Task = A word-for-word transcription of all the data is required.

Records to use =

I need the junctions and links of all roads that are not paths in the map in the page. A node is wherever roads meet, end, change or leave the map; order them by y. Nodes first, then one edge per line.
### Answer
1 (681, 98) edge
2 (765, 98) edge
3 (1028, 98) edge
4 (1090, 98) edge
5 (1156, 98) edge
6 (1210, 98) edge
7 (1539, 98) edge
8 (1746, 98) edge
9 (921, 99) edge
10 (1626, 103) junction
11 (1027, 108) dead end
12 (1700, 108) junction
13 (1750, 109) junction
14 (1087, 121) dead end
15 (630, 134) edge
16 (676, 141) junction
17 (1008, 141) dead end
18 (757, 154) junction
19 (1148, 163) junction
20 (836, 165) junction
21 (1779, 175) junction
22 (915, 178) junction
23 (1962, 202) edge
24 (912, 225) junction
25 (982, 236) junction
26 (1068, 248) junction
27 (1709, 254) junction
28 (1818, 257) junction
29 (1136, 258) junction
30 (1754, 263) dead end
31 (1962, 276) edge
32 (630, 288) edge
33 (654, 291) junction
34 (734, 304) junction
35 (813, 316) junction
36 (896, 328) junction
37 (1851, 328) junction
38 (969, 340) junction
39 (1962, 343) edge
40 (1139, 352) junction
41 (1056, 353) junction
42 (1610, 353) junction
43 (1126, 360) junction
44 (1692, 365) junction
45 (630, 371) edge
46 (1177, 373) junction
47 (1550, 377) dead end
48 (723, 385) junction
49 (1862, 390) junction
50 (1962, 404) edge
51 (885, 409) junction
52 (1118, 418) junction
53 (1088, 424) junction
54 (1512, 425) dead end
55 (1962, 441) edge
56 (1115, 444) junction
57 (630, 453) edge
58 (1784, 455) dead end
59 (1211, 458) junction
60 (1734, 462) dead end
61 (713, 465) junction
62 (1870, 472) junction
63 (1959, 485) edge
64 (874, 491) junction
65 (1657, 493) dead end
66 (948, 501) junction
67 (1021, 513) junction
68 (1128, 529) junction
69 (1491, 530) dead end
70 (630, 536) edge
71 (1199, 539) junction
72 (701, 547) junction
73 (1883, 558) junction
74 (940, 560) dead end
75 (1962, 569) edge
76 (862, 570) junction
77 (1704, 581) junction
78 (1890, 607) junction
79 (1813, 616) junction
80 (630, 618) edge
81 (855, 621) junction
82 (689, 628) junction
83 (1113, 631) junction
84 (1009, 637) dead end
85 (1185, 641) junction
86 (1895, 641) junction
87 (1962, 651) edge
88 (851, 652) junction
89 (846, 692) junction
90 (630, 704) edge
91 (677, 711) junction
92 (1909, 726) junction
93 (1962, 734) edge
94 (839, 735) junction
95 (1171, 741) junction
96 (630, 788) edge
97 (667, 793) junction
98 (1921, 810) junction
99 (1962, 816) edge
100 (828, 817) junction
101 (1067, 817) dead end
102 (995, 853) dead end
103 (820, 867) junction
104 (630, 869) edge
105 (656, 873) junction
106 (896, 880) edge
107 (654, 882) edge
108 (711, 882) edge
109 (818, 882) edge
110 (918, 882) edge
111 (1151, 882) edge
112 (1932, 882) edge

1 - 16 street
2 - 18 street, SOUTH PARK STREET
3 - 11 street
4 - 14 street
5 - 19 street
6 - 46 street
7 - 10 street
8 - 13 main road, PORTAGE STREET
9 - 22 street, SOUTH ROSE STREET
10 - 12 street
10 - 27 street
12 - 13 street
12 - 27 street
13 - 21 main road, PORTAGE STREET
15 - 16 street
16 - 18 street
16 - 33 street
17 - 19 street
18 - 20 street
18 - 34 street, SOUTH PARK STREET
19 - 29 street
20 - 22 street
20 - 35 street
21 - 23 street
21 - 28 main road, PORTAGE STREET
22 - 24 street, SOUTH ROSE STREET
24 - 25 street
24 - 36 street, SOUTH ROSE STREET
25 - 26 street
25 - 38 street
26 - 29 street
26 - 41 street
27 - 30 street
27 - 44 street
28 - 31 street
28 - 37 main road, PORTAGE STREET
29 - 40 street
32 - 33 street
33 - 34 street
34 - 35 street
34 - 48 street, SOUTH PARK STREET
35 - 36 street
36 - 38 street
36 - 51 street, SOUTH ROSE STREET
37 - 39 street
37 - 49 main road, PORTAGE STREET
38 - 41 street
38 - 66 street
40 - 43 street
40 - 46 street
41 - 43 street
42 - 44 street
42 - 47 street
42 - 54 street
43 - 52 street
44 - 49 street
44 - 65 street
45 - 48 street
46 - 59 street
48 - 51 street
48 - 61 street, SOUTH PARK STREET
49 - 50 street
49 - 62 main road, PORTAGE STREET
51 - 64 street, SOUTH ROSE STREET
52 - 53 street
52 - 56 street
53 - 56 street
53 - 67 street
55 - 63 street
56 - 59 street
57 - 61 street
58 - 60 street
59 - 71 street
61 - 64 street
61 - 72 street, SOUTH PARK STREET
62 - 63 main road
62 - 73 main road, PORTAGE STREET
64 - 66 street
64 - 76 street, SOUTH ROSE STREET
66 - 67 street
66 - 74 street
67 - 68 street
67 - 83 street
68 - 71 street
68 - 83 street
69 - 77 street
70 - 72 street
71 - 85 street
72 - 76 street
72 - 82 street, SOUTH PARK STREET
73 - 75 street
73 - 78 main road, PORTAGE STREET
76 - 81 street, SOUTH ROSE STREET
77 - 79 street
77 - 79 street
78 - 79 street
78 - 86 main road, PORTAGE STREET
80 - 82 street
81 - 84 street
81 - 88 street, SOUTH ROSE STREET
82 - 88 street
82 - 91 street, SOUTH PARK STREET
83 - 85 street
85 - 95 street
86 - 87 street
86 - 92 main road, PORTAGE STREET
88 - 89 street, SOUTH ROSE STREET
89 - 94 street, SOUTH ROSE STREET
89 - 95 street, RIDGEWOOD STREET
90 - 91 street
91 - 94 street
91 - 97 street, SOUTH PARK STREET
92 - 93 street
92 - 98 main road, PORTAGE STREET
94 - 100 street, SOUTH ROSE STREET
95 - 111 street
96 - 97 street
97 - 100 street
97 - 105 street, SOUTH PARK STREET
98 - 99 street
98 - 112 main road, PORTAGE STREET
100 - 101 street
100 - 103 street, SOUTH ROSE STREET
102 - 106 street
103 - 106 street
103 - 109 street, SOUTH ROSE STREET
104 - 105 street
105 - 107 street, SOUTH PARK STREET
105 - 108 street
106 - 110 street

Answer for this exercise =
I need the junctions and links of all roads that are not paths in the map in the page. A node is wherever roads meet, end, change or leave the map; order them by y. Nodes first, then one edge per line.
### Answer
1 (681, 98) edge
2 (765, 98) edge
3 (1028, 98) edge
4 (1090, 98) edge
5 (1156, 98) edge
6 (1210, 98) edge
7 (1539, 98) edge
8 (1746, 98) edge
9 (921, 99) edge
10 (1626, 103) junction
11 (1027, 108) dead end
12 (1700, 108) junction
13 (1750, 109) junction
14 (1087, 121) dead end
15 (630, 134) edge
16 (676, 141) junction
17 (1008, 141) dead end
18 (757, 154) junction
19 (1148, 163) junction
20 (836, 165) junction
21 (1779, 175) junction
22 (915, 178) junction
23 (1962, 202) edge
24 (912, 225) junction
25 (982, 236) junction
26 (1068, 248) junction
27 (1709, 254) junction
28 (1818, 257) junction
29 (1136, 258) junction
30 (1754, 263) dead end
31 (1962, 276) edge
32 (630, 288) edge
33 (654, 291) junction
34 (734, 304) junction
35 (813, 316) junction
36 (896, 328) junction
37 (1851, 328) junction
38 (969, 340) junction
39 (1962, 343) edge
40 (1139, 352) junction
41 (1056, 353) junction
42 (1610, 353) junction
43 (1126, 360) junction
44 (1692, 365) junction
45 (630, 371) edge
46 (1177, 373) junction
47 (1550, 377) dead end
48 (723, 385) junction
49 (1862, 390) junction
50 (1962, 404) edge
51 (885, 409) junction
52 (1118, 418) junction
53 (1088, 424) junction
54 (1512, 425) dead end
55 (1962, 441) edge
56 (1115, 444) junction
57 (630, 453) edge
58 (1784, 455) dead end
59 (1211, 458) junction
60 (1734, 462) dead end
61 (713, 465) junction
62 (1870, 472) junction
63 (1959, 485) edge
64 (874, 491) junction
65 (1657, 493) dead end
66 (948, 501) junction
67 (1021, 513) junction
68 (1128, 529) junction
69 (1491, 530) dead end
70 (630, 536) edge
71 (1199, 539) junction
72 (701, 547) junction
73 (1883, 558) junction
74 (940, 560) dead end
75 (1962, 569) edge
76 (862, 570) junction
77 (1704, 581) junction
78 (1890, 607) junction
79 (1813, 616) junction
80 (630, 618) edge
81 (855, 621) junction
82 (689, 628) junction
83 (1113, 631) junction
84 (1009, 637) dead end
85 (1185, 641) junction
86 (1895, 641) junction
87 (1962, 651) edge
88 (851, 652) junction
89 (846, 692) junction
90 (630, 704) edge
91 (677, 711) junction
92 (1909, 726) junction
93 (1962, 734) edge
94 (839, 735) junction
95 (1171, 741) junction
96 (630, 788) edge
97 (667, 793) junction
98 (1921, 810) junction
99 (1962, 816) edge
100 (828, 817) junction
101 (1067, 817) dead end
102 (995, 853) dead end
103 (820, 867) junction
104 (630, 869) edge
105 (656, 873) junction
106 (896, 880) edge
107 (654, 882) edge
108 (711, 882) edge
109 (818, 882) edge
110 (918, 882) edge
111 (1151, 882) edge
112 (1932, 882) edge

1 - 16 street
2 - 18 street, SOUTH PARK STREET
3 - 11 street
4 - 14 street
5 - 19 street
6 - 46 street
7 - 10 street
8 - 13 main road, PORTAGE STREET
9 - 22 street, SOUTH ROSE STREET
10 - 12 street
10 - 27 street
12 - 13 street
12 - 27 street
13 - 21 main road, PORTAGE STREET
15 - 16 street
16 - 18 street
16 - 33 street
17 - 19 street
18 - 20 street
18 - 34 street, SOUTH PARK STREET
19 - 29 street
20 - 22 street
20 - 35 street
21 - 23 street
21 - 28 main road, PORTAGE STREET
22 - 24 street, SOUTH ROSE STREET
24 - 25 street
24 - 36 street, SOUTH ROSE STREET
25 - 26 street
25 - 38 street
26 - 29 street
26 - 41 street
27 - 30 street
27 - 44 street
28 - 31 street
28 - 37 main road, PORTAGE STREET
29 - 40 street
32 - 33 street
33 - 34 street
34 - 35 street
34 - 48 street, SOUTH PARK STREET
35 - 36 street
36 - 38 street
36 - 51 street, SOUTH ROSE STREET
37 - 39 street
37 - 49 main road, PORTAGE STREET
38 - 41 street
38 - 66 street
40 - 43 street
40 - 46 street
41 - 43 street
42 - 44 street
42 - 47 street
42 - 54 street
43 - 52 street
44 - 49 street
44 - 65 street
45 - 48 street
46 - 59 street
48 - 51 street
48 - 61 street, SOUTH PARK STREET
49 - 50 street
49 - 62 main road, PORTAGE STREET
51 - 64 street, SOUTH ROSE STREET
52 - 53 street
52 - 56 street
53 - 56 street
53 - 67 street
55 - 63 street
56 - 59 street
57 - 61 street
58 - 60 street
59 - 71 street
61 - 64 street
61 - 72 street, SOUTH PARK STREET
62 - 63 main road
62 - 73 main road, PORTAGE STREET
64 - 66 street
64 - 76 street, SOUTH ROSE STREET
66 - 67 street
66 - 74 street
67 - 68 street
67 - 83 street
68 - 71 street
68 - 83 street
69 - 77 street
70 - 72 street
71 - 85 street
72 - 76 street
72 - 82 street, SOUTH PARK STREET
73 - 75 street
73 - 78 main road, PORTAGE STREET
76 - 81 street, SOUTH ROSE STREET
77 - 79 street
77 - 79 street
78 - 79 street
78 - 86 main road, PORTAGE STREET
80 - 82 street
81 - 84 street
81 - 88 street, SOUTH ROSE STREET
82 - 88 street
82 - 91 street, SOUTH PARK STREET
83 - 85 street
85 - 95 street
86 - 87 street
86 - 92 main road, PORTAGE STREET
88 - 89 street, SOUTH ROSE STREET
89 - 94 street, SOUTH ROSE STREET
89 - 95 street, RIDGEWOOD STREET
90 - 91 street
91 - 94 street
91 - 97 street, SOUTH PARK STREET
92 - 93 street
92 - 98 main road, PORTAGE STREET
94 - 100 street, SOUTH ROSE STREET
95 - 111 street
96 - 97 street
97 - 100 street
97 - 105 street, SOUTH PARK STREET
98 - 99 street
98 - 112 main road, PORTAGE STREET
100 - 101 street
100 - 103 street, SOUTH ROSE STREET
102 - 106 street
103 - 106 street
103 - 109 street, SOUTH ROSE STREET
104 - 105 street
105 - 107 street, SOUTH PARK STREET
105 - 108 street
106 - 110 street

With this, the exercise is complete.